EXERCISE -
State how many lines of the entries include the string "highway", please, leaving out everything but the number.

_____

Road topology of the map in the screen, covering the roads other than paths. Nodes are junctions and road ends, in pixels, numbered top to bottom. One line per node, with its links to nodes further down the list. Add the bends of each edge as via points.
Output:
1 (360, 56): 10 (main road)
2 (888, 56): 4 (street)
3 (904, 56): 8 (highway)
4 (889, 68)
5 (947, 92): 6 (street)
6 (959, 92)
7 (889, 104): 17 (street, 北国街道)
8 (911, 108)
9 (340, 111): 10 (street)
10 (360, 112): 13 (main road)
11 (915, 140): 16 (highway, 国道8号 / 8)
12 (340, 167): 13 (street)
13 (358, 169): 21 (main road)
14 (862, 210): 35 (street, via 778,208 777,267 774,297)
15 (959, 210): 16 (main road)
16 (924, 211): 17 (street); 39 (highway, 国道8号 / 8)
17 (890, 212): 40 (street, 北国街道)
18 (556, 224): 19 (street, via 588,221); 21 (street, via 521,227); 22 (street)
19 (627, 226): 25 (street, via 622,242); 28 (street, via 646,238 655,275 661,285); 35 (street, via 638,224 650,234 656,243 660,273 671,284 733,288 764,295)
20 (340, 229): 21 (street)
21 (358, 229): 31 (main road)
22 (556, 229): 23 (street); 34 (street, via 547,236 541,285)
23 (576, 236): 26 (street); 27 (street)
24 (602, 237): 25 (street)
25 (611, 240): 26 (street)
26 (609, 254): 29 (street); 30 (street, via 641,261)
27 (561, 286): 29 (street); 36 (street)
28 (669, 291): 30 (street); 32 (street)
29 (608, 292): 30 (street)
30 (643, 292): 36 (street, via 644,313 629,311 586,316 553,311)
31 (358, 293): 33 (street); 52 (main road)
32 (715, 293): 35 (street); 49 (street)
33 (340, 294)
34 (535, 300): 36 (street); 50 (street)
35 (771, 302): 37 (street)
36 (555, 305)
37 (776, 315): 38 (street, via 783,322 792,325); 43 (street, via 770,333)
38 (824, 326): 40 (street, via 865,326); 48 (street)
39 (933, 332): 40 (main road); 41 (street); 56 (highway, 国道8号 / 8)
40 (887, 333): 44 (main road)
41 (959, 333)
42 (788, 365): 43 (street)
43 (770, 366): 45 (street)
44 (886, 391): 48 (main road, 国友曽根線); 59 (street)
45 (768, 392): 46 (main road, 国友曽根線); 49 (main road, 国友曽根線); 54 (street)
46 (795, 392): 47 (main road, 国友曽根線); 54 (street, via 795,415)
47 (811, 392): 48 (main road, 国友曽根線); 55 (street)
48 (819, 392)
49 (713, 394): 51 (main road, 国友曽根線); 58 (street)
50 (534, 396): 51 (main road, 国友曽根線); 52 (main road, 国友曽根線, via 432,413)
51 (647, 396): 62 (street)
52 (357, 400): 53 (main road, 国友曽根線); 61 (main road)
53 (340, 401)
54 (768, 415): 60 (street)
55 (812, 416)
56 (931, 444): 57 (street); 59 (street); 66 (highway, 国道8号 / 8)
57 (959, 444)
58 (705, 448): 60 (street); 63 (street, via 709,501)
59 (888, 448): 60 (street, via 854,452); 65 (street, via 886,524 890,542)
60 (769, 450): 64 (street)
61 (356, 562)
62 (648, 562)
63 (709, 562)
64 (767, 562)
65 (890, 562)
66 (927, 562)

_____

WRITTEN REPLY -
5